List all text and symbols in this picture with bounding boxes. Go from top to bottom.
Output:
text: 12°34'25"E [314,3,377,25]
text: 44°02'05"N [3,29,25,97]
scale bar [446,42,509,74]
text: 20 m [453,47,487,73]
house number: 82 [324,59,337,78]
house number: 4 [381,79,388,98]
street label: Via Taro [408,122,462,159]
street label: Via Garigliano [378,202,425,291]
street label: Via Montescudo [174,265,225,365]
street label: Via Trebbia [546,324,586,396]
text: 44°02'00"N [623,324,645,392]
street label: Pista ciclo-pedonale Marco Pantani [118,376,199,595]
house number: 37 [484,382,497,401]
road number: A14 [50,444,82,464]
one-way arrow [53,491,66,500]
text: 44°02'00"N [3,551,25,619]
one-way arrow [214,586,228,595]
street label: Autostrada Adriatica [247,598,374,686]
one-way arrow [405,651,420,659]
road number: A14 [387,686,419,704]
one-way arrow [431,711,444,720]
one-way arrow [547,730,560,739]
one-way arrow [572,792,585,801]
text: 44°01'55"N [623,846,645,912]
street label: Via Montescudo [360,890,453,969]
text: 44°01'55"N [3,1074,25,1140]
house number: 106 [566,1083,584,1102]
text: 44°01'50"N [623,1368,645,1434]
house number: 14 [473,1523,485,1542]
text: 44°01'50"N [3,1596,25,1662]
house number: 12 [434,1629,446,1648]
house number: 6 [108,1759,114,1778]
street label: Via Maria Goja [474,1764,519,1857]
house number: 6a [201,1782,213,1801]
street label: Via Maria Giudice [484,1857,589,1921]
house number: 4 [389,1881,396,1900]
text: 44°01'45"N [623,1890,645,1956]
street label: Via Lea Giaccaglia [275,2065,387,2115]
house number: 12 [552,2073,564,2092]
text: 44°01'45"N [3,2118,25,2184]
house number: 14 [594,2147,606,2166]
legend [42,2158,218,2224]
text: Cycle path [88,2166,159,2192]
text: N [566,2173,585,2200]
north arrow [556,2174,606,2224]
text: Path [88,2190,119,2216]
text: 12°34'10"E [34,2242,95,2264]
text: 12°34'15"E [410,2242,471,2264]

════

> **Aim of the task**: A faithful retyping of every entry above is the task.

> **Task response**:
List all text and symbols in this picture with bounding boxes. Go from top to bottom.
Output:
text: 12°34'25"E [314,3,377,25]
text: 44°02'05"N [3,29,25,97]
scale bar [446,42,509,74]
text: 20 m [453,47,487,73]
house number: 82 [324,59,337,78]
house number: 4 [381,79,388,98]
street label: Via Taro [408,122,462,159]
street label: Via Garigliano [378,202,425,291]
street label: Via Montescudo [174,265,225,365]
street label: Via Trebbia [546,324,586,396]
text: 44°02'00"N [623,324,645,392]
street label: Pista ciclo-pedonale Marco Pantani [118,376,199,595]
house number: 37 [484,382,497,401]
road number: A14 [50,444,82,464]
one-way arrow [53,491,66,500]
text: 44°02'00"N [3,551,25,619]
one-way arrow [214,586,228,595]
street label: Autostrada Adriatica [247,598,374,686]
one-way arrow [405,651,420,659]
road number: A14 [387,686,419,704]
one-way arrow [431,711,444,720]
one-way arrow [547,730,560,739]
one-way arrow [572,792,585,801]
text: 44°01'55"N [623,846,645,912]
street label: Via Montescudo [360,890,453,969]
text: 44°01'55"N [3,1074,25,1140]
house number: 106 [566,1083,584,1102]
text: 44°01'50"N [623,1368,645,1434]
house number: 14 [473,1523,485,1542]
text: 44°01'50"N [3,1596,25,1662]
house number: 12 [434,1629,446,1648]
house number: 6 [108,1759,114,1778]
street label: Via Maria Goja [474,1764,519,1857]
house number: 6a [201,1782,213,1801]
street label: Via Maria Giudice [484,1857,589,1921]
house number: 4 [389,1881,396,1900]
text: 44°01'45"N [623,1890,645,1956]
street label: Via Lea Giaccaglia [275,2065,387,2115]
house number: 12 [552,2073,564,2092]
text: 44°01'45"N [3,2118,25,2184]
house number: 14 [594,2147,606,2166]
legend [42,2158,218,2224]
text: Cycle path [88,2166,159,2192]
text: N [566,2173,585,2200]
north arrow [556,2174,606,2224]
text: Path [88,2190,119,2216]
text: 12°34'10"E [34,2242,95,2264]
text: 12°34'15"E [410,2242,471,2264]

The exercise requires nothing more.